▸ **ENTRIES PROVIDED**

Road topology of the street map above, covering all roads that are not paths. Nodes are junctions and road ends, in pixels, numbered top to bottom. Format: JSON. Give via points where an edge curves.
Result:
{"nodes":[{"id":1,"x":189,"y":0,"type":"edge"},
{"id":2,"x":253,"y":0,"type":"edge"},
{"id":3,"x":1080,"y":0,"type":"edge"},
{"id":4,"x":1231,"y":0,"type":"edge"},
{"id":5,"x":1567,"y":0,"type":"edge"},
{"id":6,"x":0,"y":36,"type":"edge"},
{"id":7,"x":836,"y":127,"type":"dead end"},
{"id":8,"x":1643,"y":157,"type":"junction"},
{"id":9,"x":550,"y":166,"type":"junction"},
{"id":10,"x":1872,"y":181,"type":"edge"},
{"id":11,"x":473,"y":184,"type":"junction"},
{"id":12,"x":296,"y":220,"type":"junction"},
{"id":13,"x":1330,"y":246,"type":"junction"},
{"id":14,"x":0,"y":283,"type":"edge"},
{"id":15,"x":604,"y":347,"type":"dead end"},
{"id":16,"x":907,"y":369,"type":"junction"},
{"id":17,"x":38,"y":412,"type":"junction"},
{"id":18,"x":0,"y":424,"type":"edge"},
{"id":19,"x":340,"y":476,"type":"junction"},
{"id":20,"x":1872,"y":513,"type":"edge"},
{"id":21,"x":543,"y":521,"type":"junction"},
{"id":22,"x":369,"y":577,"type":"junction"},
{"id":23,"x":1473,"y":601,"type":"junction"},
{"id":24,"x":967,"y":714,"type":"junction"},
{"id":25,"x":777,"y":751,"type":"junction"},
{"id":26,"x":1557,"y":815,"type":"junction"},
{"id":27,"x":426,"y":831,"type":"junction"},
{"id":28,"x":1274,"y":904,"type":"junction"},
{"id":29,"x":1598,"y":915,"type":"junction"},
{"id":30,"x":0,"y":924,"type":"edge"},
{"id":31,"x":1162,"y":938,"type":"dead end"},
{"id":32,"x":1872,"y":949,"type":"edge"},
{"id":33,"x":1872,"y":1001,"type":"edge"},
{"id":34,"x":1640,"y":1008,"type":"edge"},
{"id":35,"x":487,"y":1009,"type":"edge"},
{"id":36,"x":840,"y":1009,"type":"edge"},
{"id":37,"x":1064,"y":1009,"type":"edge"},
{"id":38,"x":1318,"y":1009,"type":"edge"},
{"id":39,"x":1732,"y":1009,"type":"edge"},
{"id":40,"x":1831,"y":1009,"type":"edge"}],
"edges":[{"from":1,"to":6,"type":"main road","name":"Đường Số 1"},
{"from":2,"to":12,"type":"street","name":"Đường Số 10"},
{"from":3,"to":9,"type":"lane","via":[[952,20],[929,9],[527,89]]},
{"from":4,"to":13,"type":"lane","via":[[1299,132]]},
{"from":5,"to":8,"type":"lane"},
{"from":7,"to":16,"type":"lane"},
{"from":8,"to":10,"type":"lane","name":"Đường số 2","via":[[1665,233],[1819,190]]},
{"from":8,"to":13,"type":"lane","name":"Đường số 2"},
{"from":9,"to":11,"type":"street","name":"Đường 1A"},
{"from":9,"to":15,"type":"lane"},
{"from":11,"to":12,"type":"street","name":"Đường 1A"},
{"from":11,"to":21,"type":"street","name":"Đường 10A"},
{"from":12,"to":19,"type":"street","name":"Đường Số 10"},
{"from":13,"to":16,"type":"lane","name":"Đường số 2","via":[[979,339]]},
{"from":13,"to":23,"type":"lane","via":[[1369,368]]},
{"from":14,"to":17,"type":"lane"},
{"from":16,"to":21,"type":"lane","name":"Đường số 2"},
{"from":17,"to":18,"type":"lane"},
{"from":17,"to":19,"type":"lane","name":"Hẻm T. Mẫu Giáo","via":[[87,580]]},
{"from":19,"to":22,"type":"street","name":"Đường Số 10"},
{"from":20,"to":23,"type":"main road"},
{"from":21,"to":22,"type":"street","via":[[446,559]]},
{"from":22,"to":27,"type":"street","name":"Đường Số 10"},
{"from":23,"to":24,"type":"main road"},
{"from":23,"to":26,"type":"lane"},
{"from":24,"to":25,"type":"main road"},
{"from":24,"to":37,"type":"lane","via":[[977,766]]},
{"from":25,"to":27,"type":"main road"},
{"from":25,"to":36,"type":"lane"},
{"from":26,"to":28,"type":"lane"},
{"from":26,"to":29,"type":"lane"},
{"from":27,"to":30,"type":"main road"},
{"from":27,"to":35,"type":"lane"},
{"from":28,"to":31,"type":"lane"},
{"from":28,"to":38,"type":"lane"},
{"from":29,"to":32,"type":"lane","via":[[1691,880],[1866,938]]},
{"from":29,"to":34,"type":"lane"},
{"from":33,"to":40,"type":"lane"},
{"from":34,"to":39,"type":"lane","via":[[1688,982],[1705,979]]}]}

▸ **WORK TO BE COMPLETED**
Retype each record, matching it exactly.

▸ **WRITTEN SOLUTION**
Road topology of the street map above, covering all roads that are not paths. Nodes are junctions and road ends, in pixels, numbered top to bottom. Format: JSON. Give via points where an edge curves.
Result:
{"nodes":[{"id":1,"x":189,"y":0,"type":"edge"},
{"id":2,"x":253,"y":0,"type":"edge"},
{"id":3,"x":1080,"y":0,"type":"edge"},
{"id":4,"x":1231,"y":0,"type":"edge"},
{"id":5,"x":1567,"y":0,"type":"edge"},
{"id":6,"x":0,"y":36,"type":"edge"},
{"id":7,"x":836,"y":127,"type":"dead end"},
{"id":8,"x":1643,"y":157,"type":"junction"},
{"id":9,"x":550,"y":166,"type":"junction"},
{"id":10,"x":1872,"y":181,"type":"edge"},
{"id":11,"x":473,"y":184,"type":"junction"},
{"id":12,"x":296,"y":220,"type":"junction"},
{"id":13,"x":1330,"y":246,"type":"junction"},
{"id":14,"x":0,"y":283,"type":"edge"},
{"id":15,"x":604,"y":347,"type":"dead end"},
{"id":16,"x":907,"y":369,"type":"junction"},
{"id":17,"x":38,"y":412,"type":"junction"},
{"id":18,"x":0,"y":424,"type":"edge"},
{"id":19,"x":340,"y":476,"type":"junction"},
{"id":20,"x":1872,"y":513,"type":"edge"},
{"id":21,"x":543,"y":521,"type":"junction"},
{"id":22,"x":369,"y":577,"type":"junction"},
{"id":23,"x":1473,"y":601,"type":"junction"},
{"id":24,"x":967,"y":714,"type":"junction"},
{"id":25,"x":777,"y":751,"type":"junction"},
{"id":26,"x":1557,"y":815,"type":"junction"},
{"id":27,"x":426,"y":831,"type":"junction"},
{"id":28,"x":1274,"y":904,"type":"junction"},
{"id":29,"x":1598,"y":915,"type":"junction"},
{"id":30,"x":0,"y":924,"type":"edge"},
{"id":31,"x":1162,"y":938,"type":"dead end"},
{"id":32,"x":1872,"y":949,"type":"edge"},
{"id":33,"x":1872,"y":1001,"type":"edge"},
{"id":34,"x":1640,"y":1008,"type":"edge"},
{"id":35,"x":487,"y":1009,"type":"edge"},
{"id":36,"x":840,"y":1009,"type":"edge"},
{"id":37,"x":1064,"y":1009,"type":"edge"},
{"id":38,"x":1318,"y":1009,"type":"edge"},
{"id":39,"x":1732,"y":1009,"type":"edge"},
{"id":40,"x":1831,"y":1009,"type":"edge"}],
"edges":[{"from":1,"to":6,"type":"main road","name":"Đường Số 1"},
{"from":2,"to":12,"type":"street","name":"Đường Số 10"},
{"from":3,"to":9,"type":"lane","via":[[952,20],[929,9],[527,89]]},
{"from":4,"to":13,"type":"lane","via":[[1299,132]]},
{"from":5,"to":8,"type":"lane"},
{"from":7,"to":16,"type":"lane"},
{"from":8,"to":10,"type":"lane","name":"Đường số 2","via":[[1665,233],[1819,190]]},
{"from":8,"to":13,"type":"lane","name":"Đường số 2"},
{"from":9,"to":11,"type":"street","name":"Đường 1A"},
{"from":9,"to":15,"type":"lane"},
{"from":11,"to":12,"type":"street","name":"Đường 1A"},
{"from":11,"to":21,"type":"street","name":"Đường 10A"},
{"from":12,"to":19,"type":"street","name":"Đường Số 10"},
{"from":13,"to":16,"type":"lane","name":"Đường số 2","via":[[979,339]]},
{"from":13,"to":23,"type":"lane","via":[[1369,368]]},
{"from":14,"to":17,"type":"lane"},
{"from":16,"to":21,"type":"lane","name":"Đường số 2"},
{"from":17,"to":18,"type":"lane"},
{"from":17,"to":19,"type":"lane","name":"Hẻm T. Mẫu Giáo","via":[[87,580]]},
{"from":19,"to":22,"type":"street","name":"Đường Số 10"},
{"from":20,"to":23,"type":"main road"},
{"from":21,"to":22,"type":"street","via":[[446,559]]},
{"from":22,"to":27,"type":"street","name":"Đường Số 10"},
{"from":23,"to":24,"type":"main road"},
{"from":23,"to":26,"type":"lane"},
{"from":24,"to":25,"type":"main road"},
{"from":24,"to":37,"type":"lane","via":[[977,766]]},
{"from":25,"to":27,"type":"main road"},
{"from":25,"to":36,"type":"lane"},
{"from":26,"to":28,"type":"lane"},
{"from":26,"to":29,"type":"lane"},
{"from":27,"to":30,"type":"main road"},
{"from":27,"to":35,"type":"lane"},
{"from":28,"to":31,"type":"lane"},
{"from":28,"to":38,"type":"lane"},
{"from":29,"to":32,"type":"lane","via":[[1691,880],[1866,938]]},
{"from":29,"to":34,"type":"lane"},
{"from":33,"to":40,"type":"lane"},
{"from":34,"to":39,"type":"lane","via":[[1688,982],[1705,979]]}]}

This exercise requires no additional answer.